━━━━━ DATA SUPPLIED

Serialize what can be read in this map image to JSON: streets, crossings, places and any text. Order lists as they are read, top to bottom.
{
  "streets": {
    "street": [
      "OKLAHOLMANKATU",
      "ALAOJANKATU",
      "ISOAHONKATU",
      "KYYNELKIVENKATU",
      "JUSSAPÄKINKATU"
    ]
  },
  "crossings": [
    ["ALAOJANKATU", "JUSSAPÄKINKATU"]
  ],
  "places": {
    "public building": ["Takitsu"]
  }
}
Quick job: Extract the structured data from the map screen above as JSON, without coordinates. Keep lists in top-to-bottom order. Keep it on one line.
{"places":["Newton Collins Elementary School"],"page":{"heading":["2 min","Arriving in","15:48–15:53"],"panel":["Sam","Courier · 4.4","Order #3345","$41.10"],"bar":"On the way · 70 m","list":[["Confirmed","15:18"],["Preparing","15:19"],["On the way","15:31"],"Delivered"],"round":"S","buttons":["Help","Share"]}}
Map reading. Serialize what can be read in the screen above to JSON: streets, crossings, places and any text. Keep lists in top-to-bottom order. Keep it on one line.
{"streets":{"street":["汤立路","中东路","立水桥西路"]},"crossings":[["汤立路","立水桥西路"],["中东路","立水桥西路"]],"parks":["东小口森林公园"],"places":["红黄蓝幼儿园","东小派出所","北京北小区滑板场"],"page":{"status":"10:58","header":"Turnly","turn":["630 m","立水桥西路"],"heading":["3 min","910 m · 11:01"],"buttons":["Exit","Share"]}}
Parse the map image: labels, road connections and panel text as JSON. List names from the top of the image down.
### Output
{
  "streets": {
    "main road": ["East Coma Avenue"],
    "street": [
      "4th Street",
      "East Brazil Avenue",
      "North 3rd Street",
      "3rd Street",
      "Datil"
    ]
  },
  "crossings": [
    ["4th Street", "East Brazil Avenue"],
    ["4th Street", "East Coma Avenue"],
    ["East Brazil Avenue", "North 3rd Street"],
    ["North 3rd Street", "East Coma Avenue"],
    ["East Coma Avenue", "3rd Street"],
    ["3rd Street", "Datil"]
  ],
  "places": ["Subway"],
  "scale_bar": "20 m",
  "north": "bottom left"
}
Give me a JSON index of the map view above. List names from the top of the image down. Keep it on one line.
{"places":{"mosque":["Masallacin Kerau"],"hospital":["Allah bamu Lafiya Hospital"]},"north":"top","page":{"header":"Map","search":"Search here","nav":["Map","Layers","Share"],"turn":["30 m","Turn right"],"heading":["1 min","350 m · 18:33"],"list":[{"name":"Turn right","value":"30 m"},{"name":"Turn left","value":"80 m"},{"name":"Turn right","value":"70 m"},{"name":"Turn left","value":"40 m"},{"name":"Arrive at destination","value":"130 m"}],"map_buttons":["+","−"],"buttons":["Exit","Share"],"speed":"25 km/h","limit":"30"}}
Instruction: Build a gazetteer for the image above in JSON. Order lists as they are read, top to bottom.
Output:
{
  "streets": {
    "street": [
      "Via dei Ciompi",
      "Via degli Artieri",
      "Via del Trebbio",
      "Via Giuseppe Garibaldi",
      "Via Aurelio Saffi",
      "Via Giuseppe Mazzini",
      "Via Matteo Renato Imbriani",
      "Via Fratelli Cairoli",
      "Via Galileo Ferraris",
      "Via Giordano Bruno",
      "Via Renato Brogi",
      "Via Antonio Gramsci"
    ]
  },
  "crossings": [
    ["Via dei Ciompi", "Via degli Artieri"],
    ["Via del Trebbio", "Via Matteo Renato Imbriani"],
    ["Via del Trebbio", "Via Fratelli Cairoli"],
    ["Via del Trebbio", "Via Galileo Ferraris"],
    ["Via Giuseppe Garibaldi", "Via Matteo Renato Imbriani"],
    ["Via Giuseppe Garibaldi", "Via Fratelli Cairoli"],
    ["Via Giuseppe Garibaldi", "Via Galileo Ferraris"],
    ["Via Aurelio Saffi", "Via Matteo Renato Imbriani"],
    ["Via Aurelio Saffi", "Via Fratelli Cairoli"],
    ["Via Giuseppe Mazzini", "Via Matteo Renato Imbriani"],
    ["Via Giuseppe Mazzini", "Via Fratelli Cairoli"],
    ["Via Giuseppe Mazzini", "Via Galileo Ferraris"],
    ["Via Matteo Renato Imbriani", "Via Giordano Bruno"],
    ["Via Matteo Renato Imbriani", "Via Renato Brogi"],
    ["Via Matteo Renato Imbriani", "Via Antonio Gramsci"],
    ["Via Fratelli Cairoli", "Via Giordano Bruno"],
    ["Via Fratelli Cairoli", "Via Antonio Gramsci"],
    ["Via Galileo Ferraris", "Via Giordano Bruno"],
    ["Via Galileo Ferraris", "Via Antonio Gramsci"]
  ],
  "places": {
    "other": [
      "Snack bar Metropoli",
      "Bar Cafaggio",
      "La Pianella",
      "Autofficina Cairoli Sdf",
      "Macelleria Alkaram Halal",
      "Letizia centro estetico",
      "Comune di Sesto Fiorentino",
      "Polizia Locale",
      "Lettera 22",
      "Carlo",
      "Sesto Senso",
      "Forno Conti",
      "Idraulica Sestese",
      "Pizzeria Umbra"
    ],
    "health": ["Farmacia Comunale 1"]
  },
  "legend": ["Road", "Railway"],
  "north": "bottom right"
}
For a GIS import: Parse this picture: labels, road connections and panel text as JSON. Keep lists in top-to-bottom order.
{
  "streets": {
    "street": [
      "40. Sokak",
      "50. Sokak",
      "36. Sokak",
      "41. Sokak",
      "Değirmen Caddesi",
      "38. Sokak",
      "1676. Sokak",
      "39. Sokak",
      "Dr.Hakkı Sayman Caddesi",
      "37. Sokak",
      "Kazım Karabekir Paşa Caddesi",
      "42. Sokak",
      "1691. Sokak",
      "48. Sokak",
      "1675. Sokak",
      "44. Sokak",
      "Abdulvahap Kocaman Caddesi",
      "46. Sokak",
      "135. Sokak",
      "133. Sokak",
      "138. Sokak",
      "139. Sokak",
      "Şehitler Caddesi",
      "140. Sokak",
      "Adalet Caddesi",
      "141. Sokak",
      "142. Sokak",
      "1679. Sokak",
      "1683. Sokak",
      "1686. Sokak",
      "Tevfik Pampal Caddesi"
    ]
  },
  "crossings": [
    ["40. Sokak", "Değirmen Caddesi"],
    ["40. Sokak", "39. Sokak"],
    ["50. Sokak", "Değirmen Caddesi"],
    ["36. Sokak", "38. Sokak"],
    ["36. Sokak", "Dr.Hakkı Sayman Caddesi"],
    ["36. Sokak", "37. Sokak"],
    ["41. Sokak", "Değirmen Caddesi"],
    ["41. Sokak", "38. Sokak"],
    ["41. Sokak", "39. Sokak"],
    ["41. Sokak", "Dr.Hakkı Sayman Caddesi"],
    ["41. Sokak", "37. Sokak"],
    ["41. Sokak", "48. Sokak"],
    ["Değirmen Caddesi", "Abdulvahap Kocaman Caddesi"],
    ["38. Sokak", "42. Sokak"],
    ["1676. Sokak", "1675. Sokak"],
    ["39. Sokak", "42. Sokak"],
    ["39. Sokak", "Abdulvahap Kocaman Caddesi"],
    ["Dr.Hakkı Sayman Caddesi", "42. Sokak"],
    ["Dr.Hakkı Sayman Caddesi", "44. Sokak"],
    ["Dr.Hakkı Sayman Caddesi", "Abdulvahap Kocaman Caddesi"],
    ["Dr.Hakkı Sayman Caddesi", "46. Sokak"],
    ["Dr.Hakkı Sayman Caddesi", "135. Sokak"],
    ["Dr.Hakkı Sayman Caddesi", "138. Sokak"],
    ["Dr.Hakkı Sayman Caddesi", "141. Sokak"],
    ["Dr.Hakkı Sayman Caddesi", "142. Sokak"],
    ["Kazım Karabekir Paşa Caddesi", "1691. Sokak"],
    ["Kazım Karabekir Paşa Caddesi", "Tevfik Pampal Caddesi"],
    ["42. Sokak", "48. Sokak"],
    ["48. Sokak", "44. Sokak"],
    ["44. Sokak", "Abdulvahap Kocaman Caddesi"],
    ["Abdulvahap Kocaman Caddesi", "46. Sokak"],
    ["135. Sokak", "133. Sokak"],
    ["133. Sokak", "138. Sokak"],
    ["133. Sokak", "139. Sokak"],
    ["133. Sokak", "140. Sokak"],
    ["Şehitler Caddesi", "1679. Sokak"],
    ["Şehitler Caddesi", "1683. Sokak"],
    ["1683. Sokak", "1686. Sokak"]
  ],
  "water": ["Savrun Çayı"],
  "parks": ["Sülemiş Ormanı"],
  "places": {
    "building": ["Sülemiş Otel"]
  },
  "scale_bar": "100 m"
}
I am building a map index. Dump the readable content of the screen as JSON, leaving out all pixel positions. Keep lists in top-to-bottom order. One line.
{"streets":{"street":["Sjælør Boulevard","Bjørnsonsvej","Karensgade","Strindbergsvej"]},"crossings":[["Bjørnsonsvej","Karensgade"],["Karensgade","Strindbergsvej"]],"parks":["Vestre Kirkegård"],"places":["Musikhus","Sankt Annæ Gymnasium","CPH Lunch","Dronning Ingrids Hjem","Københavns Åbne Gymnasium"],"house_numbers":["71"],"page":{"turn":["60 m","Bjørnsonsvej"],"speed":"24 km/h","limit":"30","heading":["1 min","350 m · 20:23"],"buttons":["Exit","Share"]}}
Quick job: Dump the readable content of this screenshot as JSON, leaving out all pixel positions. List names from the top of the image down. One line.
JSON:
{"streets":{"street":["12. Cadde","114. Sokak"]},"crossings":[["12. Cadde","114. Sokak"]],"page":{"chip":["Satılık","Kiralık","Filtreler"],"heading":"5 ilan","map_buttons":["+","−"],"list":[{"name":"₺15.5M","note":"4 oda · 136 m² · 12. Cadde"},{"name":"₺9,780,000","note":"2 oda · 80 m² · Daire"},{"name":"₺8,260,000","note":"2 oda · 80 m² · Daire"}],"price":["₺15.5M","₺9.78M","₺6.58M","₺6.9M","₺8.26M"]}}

━━━━━━━━━━

A single number is expected: how many lines of the data hold the string "Abdulvahap".

__ANSWER TO THIS PROBLEM__:
6